Judith Cutler

Writing Historical Novels

Using Real People In Historical Novels

historical image

I've only ever used a living person by name as a functioning character in a novel once – the distinguished buildings archaeologist, George Demidowicz had a small but significant part in Dying in Discord. Since he’d helped me with the research that underpinned the book, I could do no less than ask him to choose a name for his fictional counterpart, and to my delight he suggested his own.

By coincidence, I’ve just read two quasi-historical novels featuring real people, one very much alive and named in full, the other recently dead and given a fictional name but a very real CV. Clearly the dead one couldn’t have given permission for her story to be hijacked, and I very much doubt if the living one did.

Night of Triumph by Peter Bradshaw, features a genuine historical event – VE Day, when the free world celebrated Hitler’s downfall. It is known that the then Princess Elizabeth and her younger sister Margaret were allowed to leave Buckingham Palace to mingle incognito with the joyous masses in London. What they did then I neither know nor particularly care, but I do strongly suspect that while they may both have joined a democratic conga neither became separated from their escorts and consequently became involved in two murders. They might have met Noel Coward during their travels but did they see Tom Driberg at his most lecherous? The book is arch and witty, a gentle satire. But, though I am no royalist, it troubles me that someone can simply invent incidents which cast a living person in a fairly poor light. It’s fine to write books disparage monarchs like Prinny or Victoria: they’re dead and their foibles make them fair game.

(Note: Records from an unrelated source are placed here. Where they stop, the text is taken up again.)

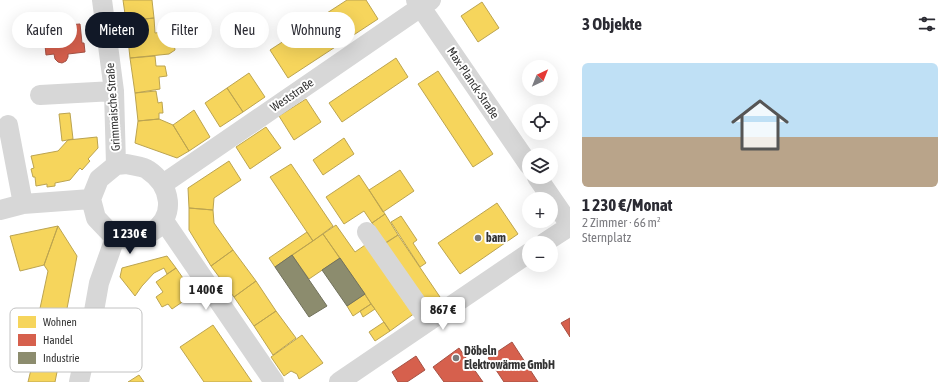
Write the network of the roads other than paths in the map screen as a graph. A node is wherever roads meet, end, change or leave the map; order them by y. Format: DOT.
graph roads {
  1 [pos="102,0"];
  2 [pos="423,2"];
  3 [pos="114,90"];
  4 [pos="40,95"];
  5 [pos="8,125"];
  6 [pos="522,154"];
  7 [pos="116,166"];
  8 [pos="163,184"];
  9 [pos="540,184"];
  10 [pos="91,199"];
  11 [pos="23,204"];
  12 [pos="0,210"];
  13 [pos="164,221"];
  14 [pos="367,232"];
  15 [pos="563,235"];
  16 [pos="115,238"];
  17 [pos="522,258"];
  18 [pos="95,308"];
  19 [pos="429,321"];
  20 [pos="80,372"];
  21 [pos="78,382"];
  22 [pos="274,382"];
  23 [pos="339,382"];
  1 -- 3 [label="street, Grimmaische Straße"];
  2 -- 6 [label="street, Max-Planck-Straße"];
  2 -- 8 [label="street, Weststraße"];
  3 -- 4 [label="street"];
  3 -- 7 [label="street, Grimmaische Straße"];
  5 -- 11 [label="street"];
  7 -- 8 [label="street"];
  7 -- 10 [label="street"];
  8 -- 13 [label="street"];
  9 -- 15 [label="street"];
  10 -- 11 [label="street"];
  10 -- 16 [label="street"];
  11 -- 12 [label="street"];
  13 -- 16 [label="street"];
  13 -- 22 [label="street"];
  14 -- 19 [label="street"];
  16 -- 18 [label="street"];
  17 -- 19 [label="street"];
  19 -- 23 [label="street"];
  20 -- 21 [label="street"];
}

Does that mean I’m happy with Untold Story by Monica Ali? The premise here is that Princess Diana, a woman both dead and abounding with foibles, didn’t die in a Paris car crash but deliberately staged a swimming accident (why change the truth?) to escape her intolerable life with and probable death at the hands of the establishment. Ali calls her Diana-figure Lydia, but all the back story is Diana’s. Her future? Well, it’s pretty banal, set in the US and just as stifling, I’d have thought, as anything in the UK. Perhaps I’m being unfair to pick on a book which never sets out to be a historical novel, but is one of the curious ‘what if’ genre currently in vogue.

I was probably the only woman to visit London at the time of Diana’s death not carrying a bunch of flowers to leave at the massive shrine; I never worshipped at her altar when she was alive, so why start after her death? But I do find it really distasteful to kidnap her posthumously, as it were, and make her (albeit with a new name) a character in a novel. I wouldn’t like it even if the novel were a lot better than it is (it falls far short of what we have come to expect of Ali).

To revert to my opening paragraph: would I have used George’s name without his permission? After all, I’ve co-opted W G Grace into my fight against crime and may well go on to employ D H Lawrence (probably not) or Henry James (though I might not get to the end of his first paragraph). No, I don’t think I would; it’s his property, his identity, his essence. I might have thought back to another writer, who, let’s face it, took more liberties with history than either of the writers I’ve discussed: “Reputation, reputation, reputation! Oh, I have lost my reputation! I have lost the immortal part of myself, and what remains is bestial. My reputation, Iago, my reputation!”